Does opencl-caffe support fp16?

Question

Does opencl-caffe support fp16?

sixsamuraisoldier opened this issue 8 years ago · comments

Hi there, I'm trying to figure out if this branch supports fp16 compute for the rx 480.
Thanks in advance

Fabian Tschopp · Answer 1 · Sun Jul 24 2016 09:10:21 GMT+0800 (China Standard Time)

@sixsamuraisoldier
Only nVidia has an experimental FP16 branch at the moment.
However I will add FP16 support with OpenCL to this branch in near future: https://github.com/BVLC/caffe/tree/opencl

Fabian Tschopp · Answer 2 · Sun Jul 24 2016 09:28:48 GMT+0800 (China Standard Time)

@sixsamuraisoldier
Note that this branch hasn't been updated in over 7 months. I am not sure it is still maintained by anyone, as @gujunli and other coders of this branch have since left AMD and AMD are focusing on HiP/ROCm/SPIR-V based approaches instead.
The official BVLC Caffe OpenCL branch is over at https://github.com/BVLC/caffe/tree/opencl

Gregory Stoner · Answer 3 · Sun Jul 24 2016 10:05:01 GMT+0800 (China Standard Time)
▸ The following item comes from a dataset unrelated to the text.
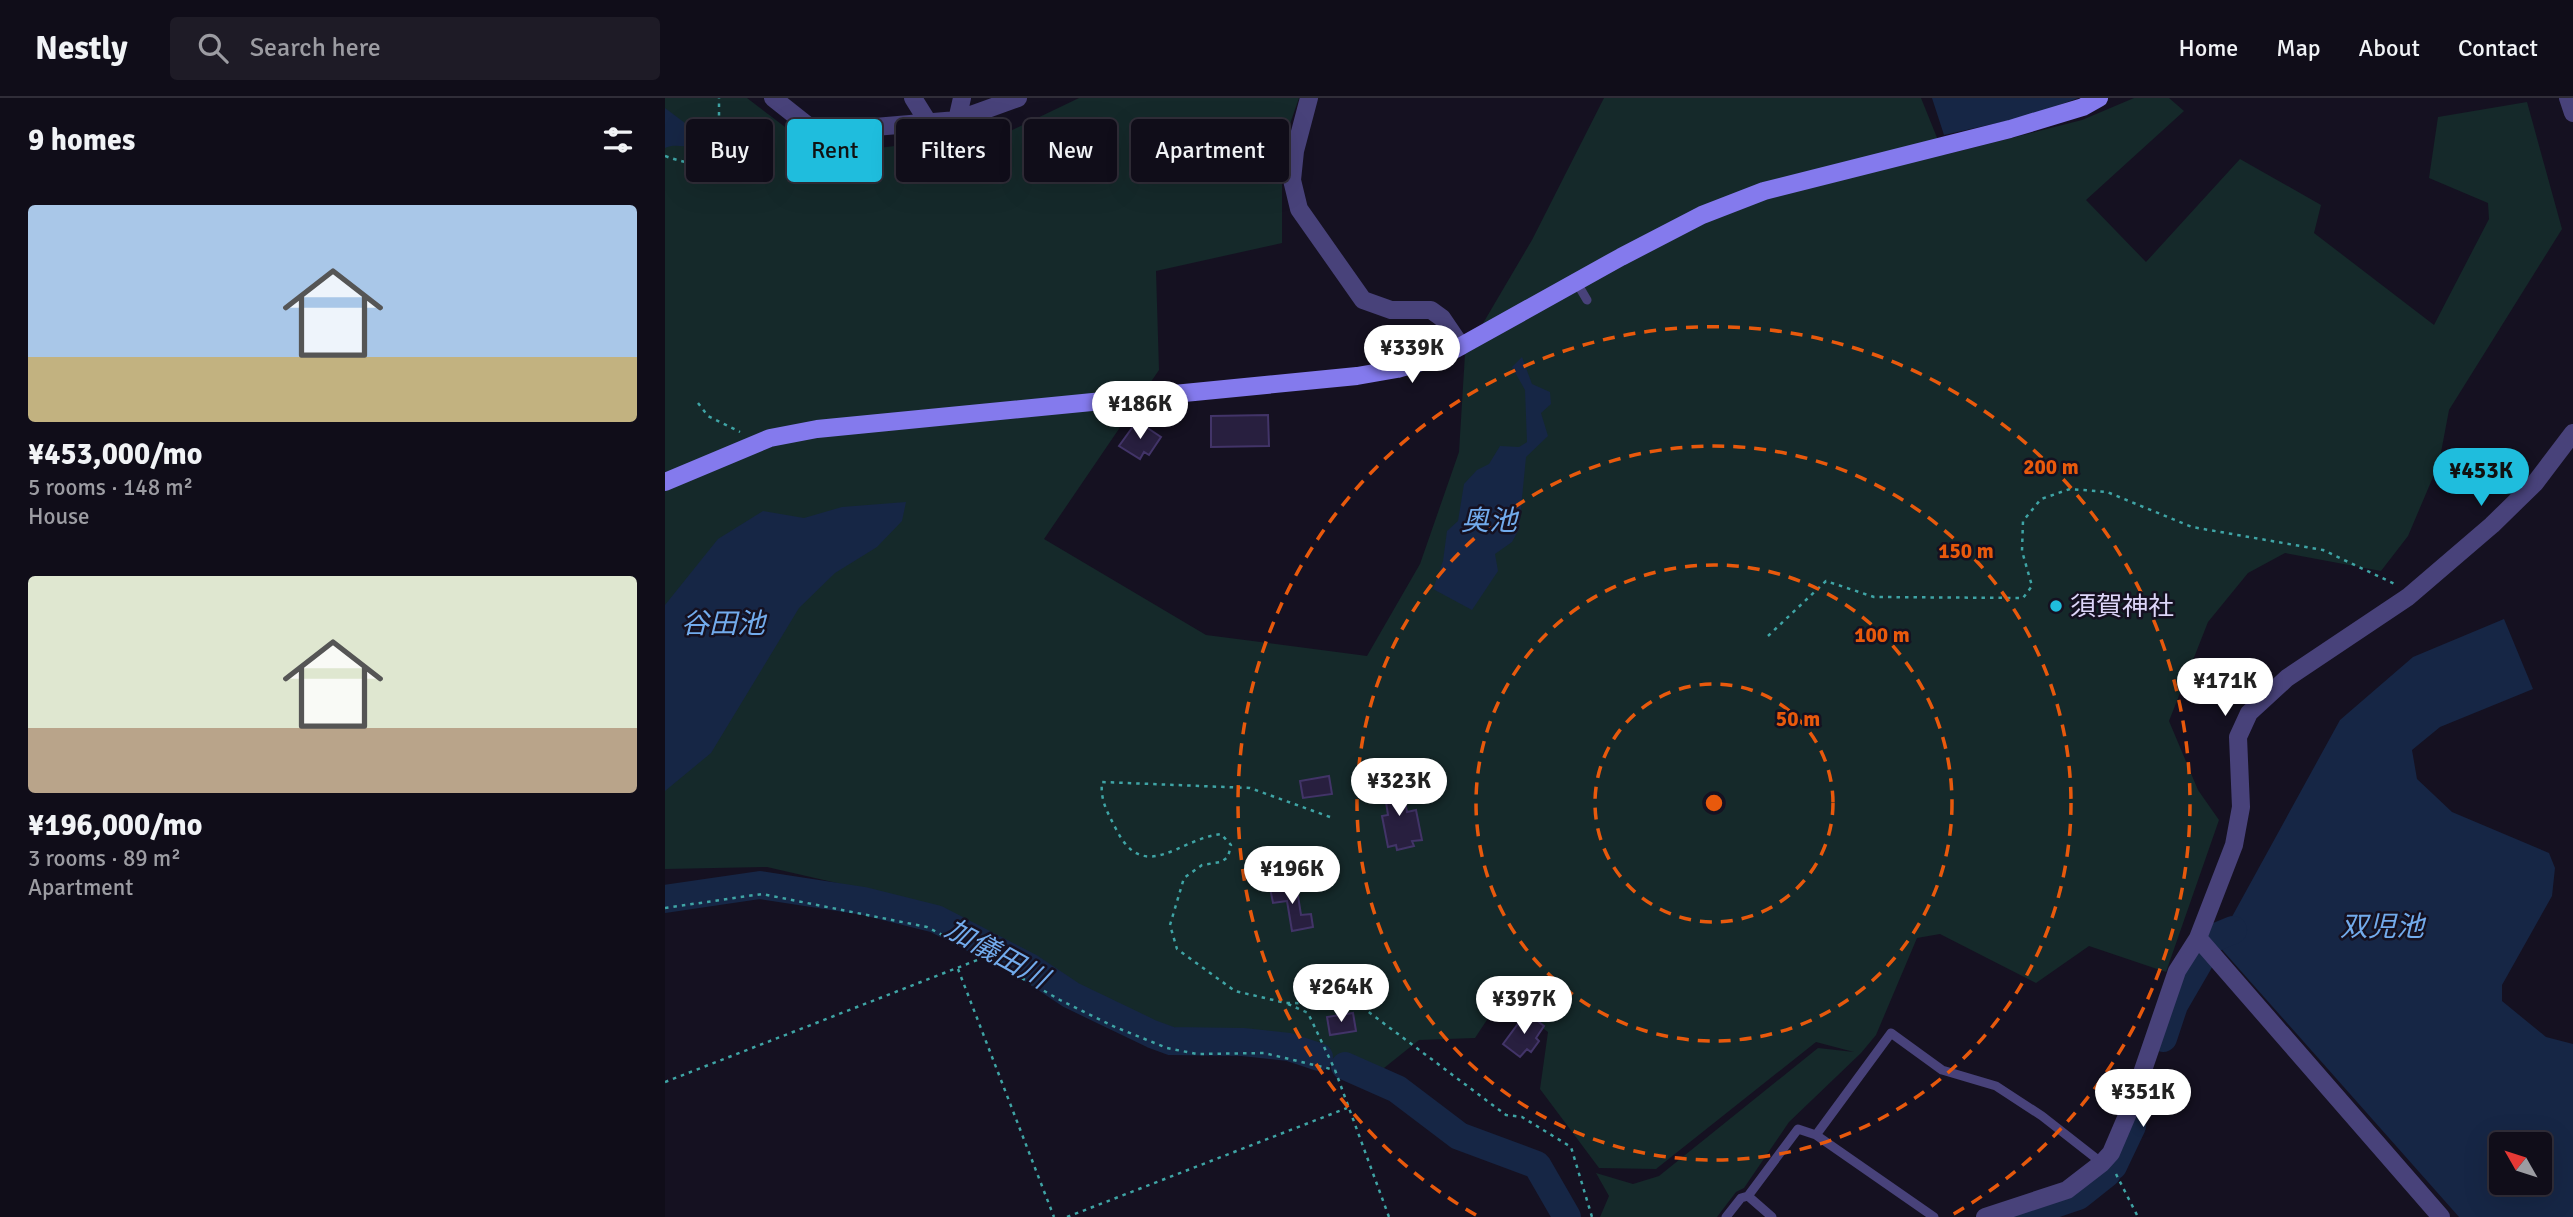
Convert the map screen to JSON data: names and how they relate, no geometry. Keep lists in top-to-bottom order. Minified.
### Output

As Naibabf7 stated this was an experimental branch of Caffe, We recommend you to use the BVLC version with OpenCL support moving forward.

One correction on naibaf7 comment we are still going to support OpenCL all future work from the Radeon Compute Team will be in support work up at BVLC. Right now the team is working on solver for machine learning that more optimised for AMD GPU architecture than generic math library.

ROCm is a new driver foundation for Linux compute that supports multiple languages:

Single Source C++ via HCC
HIP for device focused C++ with c-style runtime to simplify CUDA porting
OpenCL this will be out this fall, we are working on a new foundation which supports a much richer set of capabilities it at this time we bring RX480 support as well to ROCm.

I will be changing the readme to point people to OpenCL port at BLVC.

Fabian Tschopp · Answer 4 · Sun Jul 24 2016 12:20:57 GMT+0800 (China Standard Time)

@gstoner
Hey! Nice to hear from you :) great to have some signs from AMD again!
Did you see my latest email to you about 2-3 months back?

Gregory Stoner · Answer 5 · Sun Jul 24 2016 22:33:36 GMT+0800 (China Standard Time)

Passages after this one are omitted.